Oh yeah that's why I waited. I wanted to learn a bit more before I just went. They had classes starting in January.


----------



## Big Bully (Feb 24, 2008)

Local community college or a university? and where at?


----------



## *~*AshleyRenae*~* (Feb 24, 2008)

Big Bully said:


> Local community college or a university? and where at?


 

Community college, Kansas.


----------



## Big Bully (Feb 24, 2008)

Oh Kansas.. fun.. You must be a military wife?!


----------



## *~*AshleyRenae*~* (Feb 24, 2008)

Big Bully said:


> Oh Kansas.. fun.. You must be a military wife?!


 

Hahaha yeah, seems like most know that, lol! Everyone comes here and gets stuck here. I'm not having that though, lol!


----------



## TCimages (Feb 24, 2008)

I think the poses are very sexy.  Maybe the lighting and postprocessing could make them look a little better, but what I find more amazing is that you're doing all these alone and with a Point and Shoot.  I find that pretty amazing.


----------



## *~*AshleyRenae*~* (Feb 24, 2008)

TCimages said:


> I think the poses are very sexy. Maybe the lighting and postprocessing could make them look a little better, but what I find more amazing is that you're doing all these alone and with a Point and Shoot. I find that pretty amazing.


 

Thanks :blushing::blushing::blushing: heh!


----------



## cameramike (Feb 24, 2008)

i like the background of the door, it fits the mood of these very well. school will help you, but you will learn more, and get better and really become a great photographer when you come up with your own techniques, your own styles, something that school can't really help you with too much.

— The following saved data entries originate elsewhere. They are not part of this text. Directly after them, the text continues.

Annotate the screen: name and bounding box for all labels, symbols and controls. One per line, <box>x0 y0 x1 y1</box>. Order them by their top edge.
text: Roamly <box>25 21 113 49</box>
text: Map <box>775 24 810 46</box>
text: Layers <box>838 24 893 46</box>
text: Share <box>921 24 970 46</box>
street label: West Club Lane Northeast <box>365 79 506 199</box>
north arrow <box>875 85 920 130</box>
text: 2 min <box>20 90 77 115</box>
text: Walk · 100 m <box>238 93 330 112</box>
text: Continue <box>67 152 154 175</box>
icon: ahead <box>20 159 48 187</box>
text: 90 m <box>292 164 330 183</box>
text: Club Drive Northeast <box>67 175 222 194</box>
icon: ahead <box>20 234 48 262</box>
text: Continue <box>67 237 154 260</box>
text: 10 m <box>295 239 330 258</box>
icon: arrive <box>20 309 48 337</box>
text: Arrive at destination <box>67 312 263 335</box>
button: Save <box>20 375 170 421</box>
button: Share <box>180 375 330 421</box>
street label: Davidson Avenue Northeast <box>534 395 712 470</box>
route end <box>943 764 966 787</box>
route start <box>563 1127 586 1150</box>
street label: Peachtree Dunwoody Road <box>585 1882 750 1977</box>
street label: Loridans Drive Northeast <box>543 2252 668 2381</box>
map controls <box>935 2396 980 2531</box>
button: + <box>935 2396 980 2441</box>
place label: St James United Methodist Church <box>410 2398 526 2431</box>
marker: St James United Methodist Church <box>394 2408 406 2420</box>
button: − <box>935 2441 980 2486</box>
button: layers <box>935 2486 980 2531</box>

you have a very nice body and beautiful eyes so defiantly do not stop practicing. To eliminate the crease in the third one  stand a while before taking the shot (take the standing ones first, then the sitting ones).

I looked up your camera, you see the dial that says "P,A,S,M" and then a few pictures? spin it to A thats aperture mode, that will allow you to change the diameter of the "iris" in the lens (think of it as your pupil, when its bright your pupil gets smaller to limit the light, when its dark your pupil gets bigger to allow more light in) this works the EXACT same way. F-stop is just the way the size of the opening is measured, a smaller fstop f8 for example is a bigger opening than f13.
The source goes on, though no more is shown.